▶ **Task details**
Could you please return each line of the data that has the word "down"?
*** Records supplied
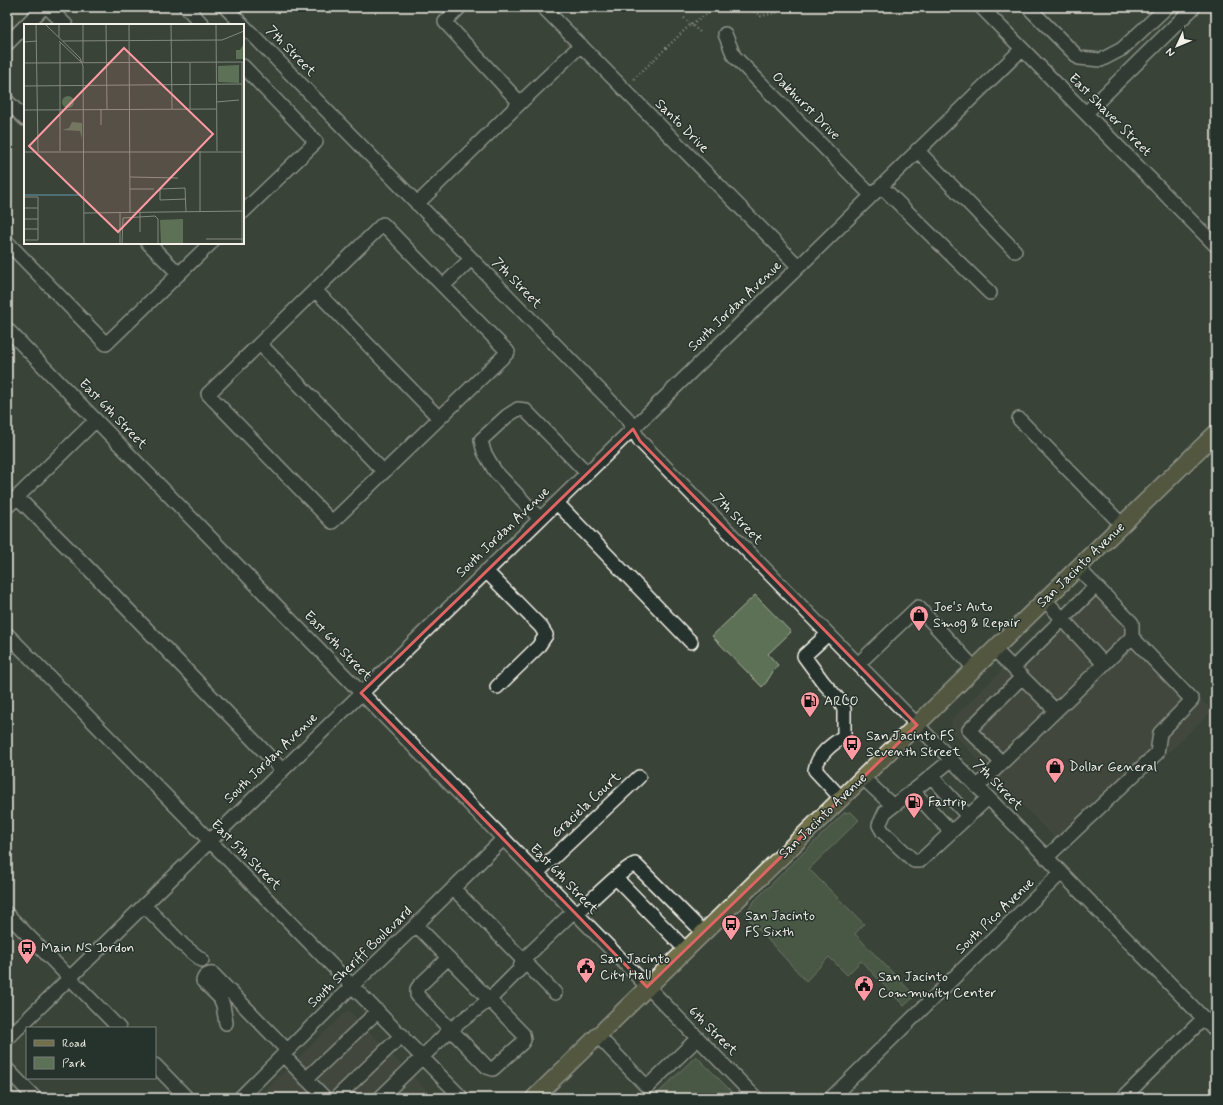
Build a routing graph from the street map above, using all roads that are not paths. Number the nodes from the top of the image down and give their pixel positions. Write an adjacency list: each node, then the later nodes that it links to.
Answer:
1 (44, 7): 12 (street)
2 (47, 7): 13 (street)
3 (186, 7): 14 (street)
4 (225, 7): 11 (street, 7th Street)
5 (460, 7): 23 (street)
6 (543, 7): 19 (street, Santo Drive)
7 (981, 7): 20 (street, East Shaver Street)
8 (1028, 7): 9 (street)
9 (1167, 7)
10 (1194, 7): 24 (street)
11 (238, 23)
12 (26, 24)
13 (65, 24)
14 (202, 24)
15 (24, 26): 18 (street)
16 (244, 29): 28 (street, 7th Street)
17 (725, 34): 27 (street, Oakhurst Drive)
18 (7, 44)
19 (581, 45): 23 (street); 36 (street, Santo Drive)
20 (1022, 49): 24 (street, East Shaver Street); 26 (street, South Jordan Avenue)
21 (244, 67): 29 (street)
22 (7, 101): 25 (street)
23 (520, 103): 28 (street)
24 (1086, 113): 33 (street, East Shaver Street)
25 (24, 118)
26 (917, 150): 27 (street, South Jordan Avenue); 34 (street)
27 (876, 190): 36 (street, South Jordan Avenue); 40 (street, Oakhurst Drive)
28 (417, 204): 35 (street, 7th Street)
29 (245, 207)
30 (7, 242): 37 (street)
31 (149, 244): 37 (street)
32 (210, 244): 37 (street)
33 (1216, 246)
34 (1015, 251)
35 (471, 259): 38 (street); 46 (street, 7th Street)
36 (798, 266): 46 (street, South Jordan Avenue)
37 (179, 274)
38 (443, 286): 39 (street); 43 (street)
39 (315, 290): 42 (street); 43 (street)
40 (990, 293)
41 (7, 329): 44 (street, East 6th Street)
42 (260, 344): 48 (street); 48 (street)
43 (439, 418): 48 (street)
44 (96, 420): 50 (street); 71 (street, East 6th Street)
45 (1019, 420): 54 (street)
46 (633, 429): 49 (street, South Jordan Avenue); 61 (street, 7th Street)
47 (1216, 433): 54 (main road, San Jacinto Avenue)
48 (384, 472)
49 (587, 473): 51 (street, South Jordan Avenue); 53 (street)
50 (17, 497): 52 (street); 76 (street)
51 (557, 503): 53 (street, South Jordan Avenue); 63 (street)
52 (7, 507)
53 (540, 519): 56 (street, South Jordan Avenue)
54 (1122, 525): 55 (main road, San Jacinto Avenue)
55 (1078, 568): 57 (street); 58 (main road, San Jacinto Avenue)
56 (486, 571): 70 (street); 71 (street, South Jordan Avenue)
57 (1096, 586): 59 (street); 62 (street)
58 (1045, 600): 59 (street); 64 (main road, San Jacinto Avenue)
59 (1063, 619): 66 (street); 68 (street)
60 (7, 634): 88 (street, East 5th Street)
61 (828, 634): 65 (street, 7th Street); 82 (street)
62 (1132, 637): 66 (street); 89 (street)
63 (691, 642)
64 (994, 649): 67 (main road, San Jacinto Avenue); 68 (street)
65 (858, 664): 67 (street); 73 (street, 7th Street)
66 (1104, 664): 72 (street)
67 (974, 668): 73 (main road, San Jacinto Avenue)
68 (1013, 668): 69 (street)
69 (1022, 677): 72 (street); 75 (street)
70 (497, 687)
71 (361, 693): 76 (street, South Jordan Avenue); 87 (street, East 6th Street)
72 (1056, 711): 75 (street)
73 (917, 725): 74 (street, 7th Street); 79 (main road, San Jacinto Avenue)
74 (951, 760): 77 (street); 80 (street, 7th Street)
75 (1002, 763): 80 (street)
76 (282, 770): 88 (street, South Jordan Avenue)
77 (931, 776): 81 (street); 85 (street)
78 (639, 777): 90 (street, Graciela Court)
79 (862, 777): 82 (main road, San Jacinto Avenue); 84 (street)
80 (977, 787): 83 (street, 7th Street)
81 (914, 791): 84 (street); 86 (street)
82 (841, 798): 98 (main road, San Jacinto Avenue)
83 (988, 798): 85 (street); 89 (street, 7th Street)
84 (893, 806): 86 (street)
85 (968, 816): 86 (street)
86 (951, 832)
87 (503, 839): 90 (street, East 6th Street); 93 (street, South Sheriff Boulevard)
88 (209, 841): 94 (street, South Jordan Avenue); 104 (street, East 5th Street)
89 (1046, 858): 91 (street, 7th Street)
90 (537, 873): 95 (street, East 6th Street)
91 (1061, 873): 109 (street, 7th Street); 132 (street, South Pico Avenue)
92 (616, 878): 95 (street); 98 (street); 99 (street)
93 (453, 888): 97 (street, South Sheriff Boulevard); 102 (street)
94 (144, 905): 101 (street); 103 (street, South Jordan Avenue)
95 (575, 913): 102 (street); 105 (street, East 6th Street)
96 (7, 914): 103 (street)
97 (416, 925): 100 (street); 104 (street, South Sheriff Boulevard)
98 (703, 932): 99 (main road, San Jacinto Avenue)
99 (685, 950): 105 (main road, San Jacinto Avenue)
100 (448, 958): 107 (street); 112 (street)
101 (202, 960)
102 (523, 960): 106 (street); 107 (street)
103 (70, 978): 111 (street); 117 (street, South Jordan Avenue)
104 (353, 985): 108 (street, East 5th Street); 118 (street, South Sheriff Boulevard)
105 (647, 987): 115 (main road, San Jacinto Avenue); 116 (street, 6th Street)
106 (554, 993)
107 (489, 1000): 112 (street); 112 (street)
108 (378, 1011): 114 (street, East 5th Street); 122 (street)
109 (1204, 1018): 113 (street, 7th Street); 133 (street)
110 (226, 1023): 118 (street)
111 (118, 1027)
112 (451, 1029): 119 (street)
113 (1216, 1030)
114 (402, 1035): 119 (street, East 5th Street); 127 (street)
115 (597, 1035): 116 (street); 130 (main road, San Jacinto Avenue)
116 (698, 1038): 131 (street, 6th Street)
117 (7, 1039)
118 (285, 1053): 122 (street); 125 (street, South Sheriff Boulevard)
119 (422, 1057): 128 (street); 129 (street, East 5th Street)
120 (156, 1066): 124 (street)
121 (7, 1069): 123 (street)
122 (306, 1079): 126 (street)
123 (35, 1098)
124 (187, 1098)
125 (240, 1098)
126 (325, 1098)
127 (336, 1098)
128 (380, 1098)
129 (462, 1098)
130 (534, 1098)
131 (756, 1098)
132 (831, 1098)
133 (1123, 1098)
******
*** Records supplied
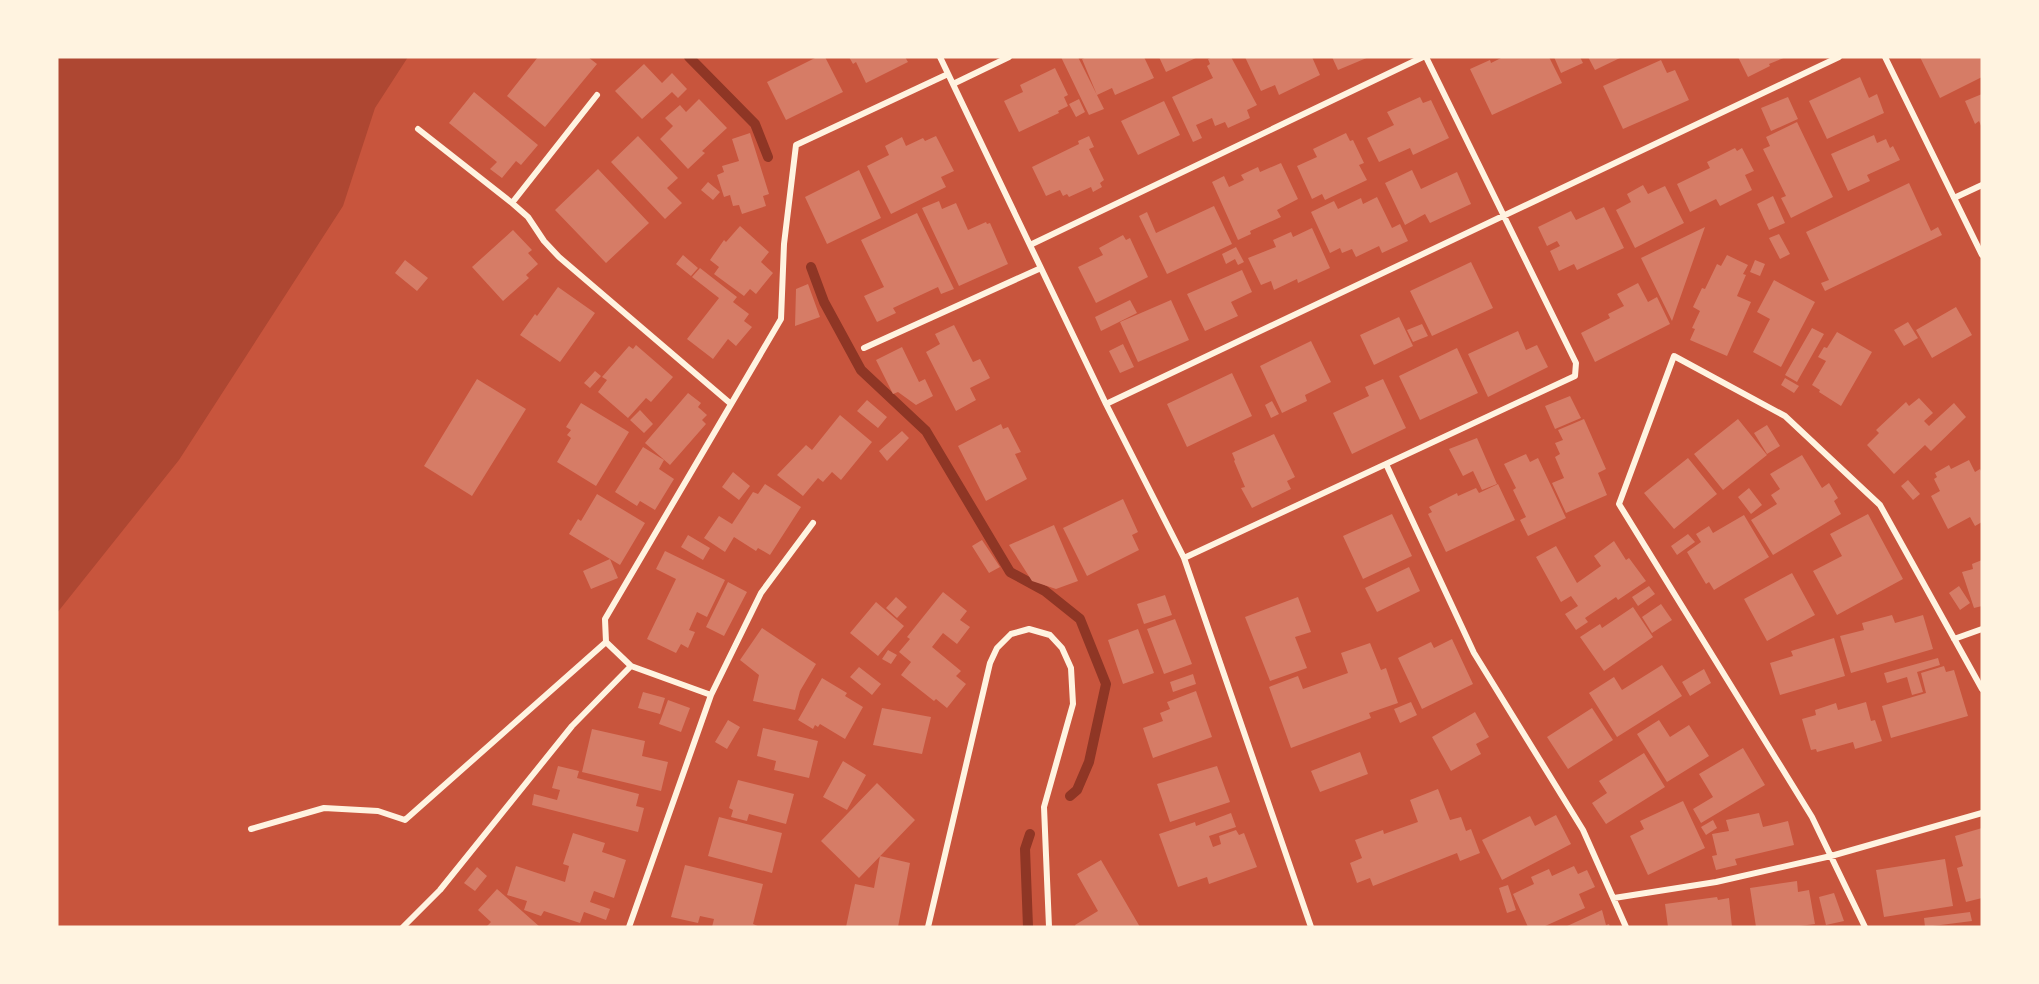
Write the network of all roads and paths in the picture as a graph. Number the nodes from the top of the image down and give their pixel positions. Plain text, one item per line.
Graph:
******
*** Records supplied
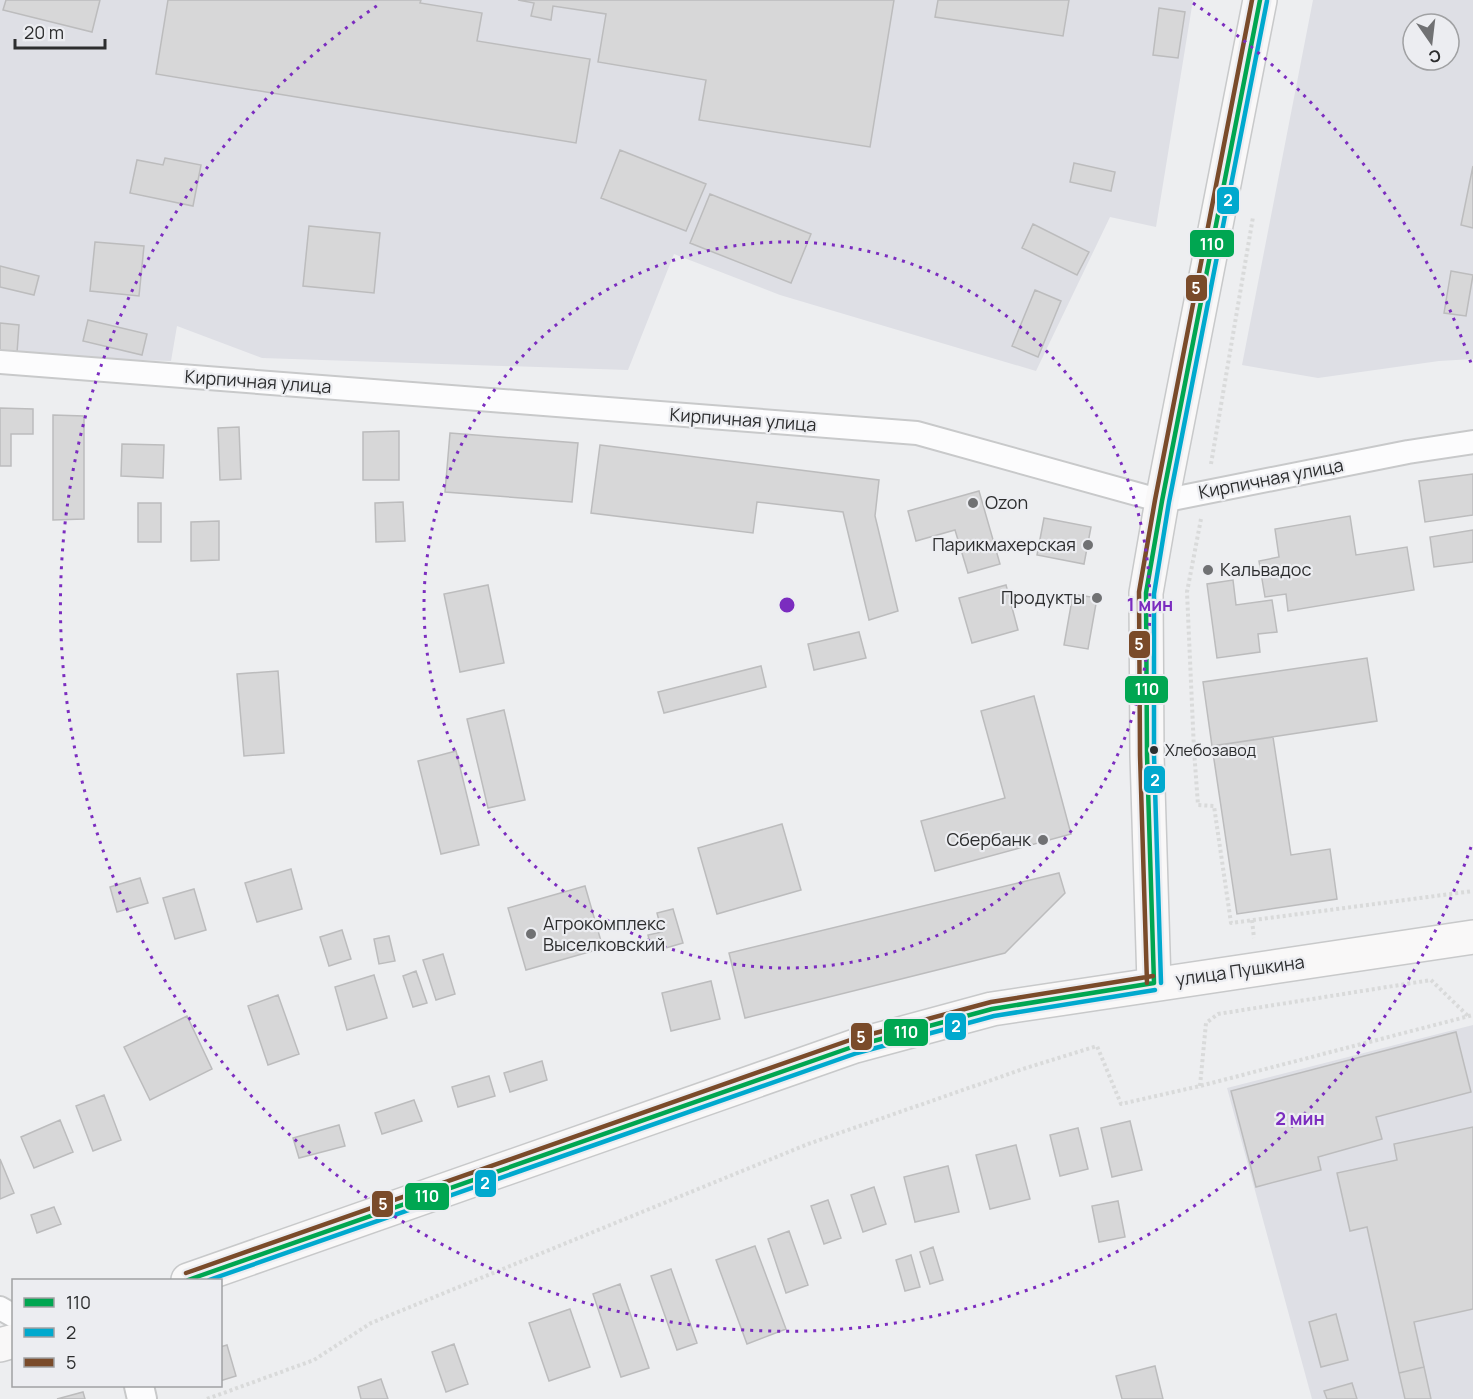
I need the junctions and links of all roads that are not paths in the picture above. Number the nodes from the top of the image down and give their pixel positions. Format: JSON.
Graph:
******
▶ **Written reply**
Build a routing graph from the street map above, using all roads that are not paths. Number the nodes from the top of the image down and give their pixel positions. Write an adjacency list: each node, then the later nodes that it links to.
Write the network of all roads and paths in the picture as a graph. Number the nodes from the top of the image down and give their pixel positions. Plain text, one item per line.
I need the junctions and links of all roads that are not paths in the picture above. Number the nodes from the top of the image down and give their pixel positions. Format: JSON.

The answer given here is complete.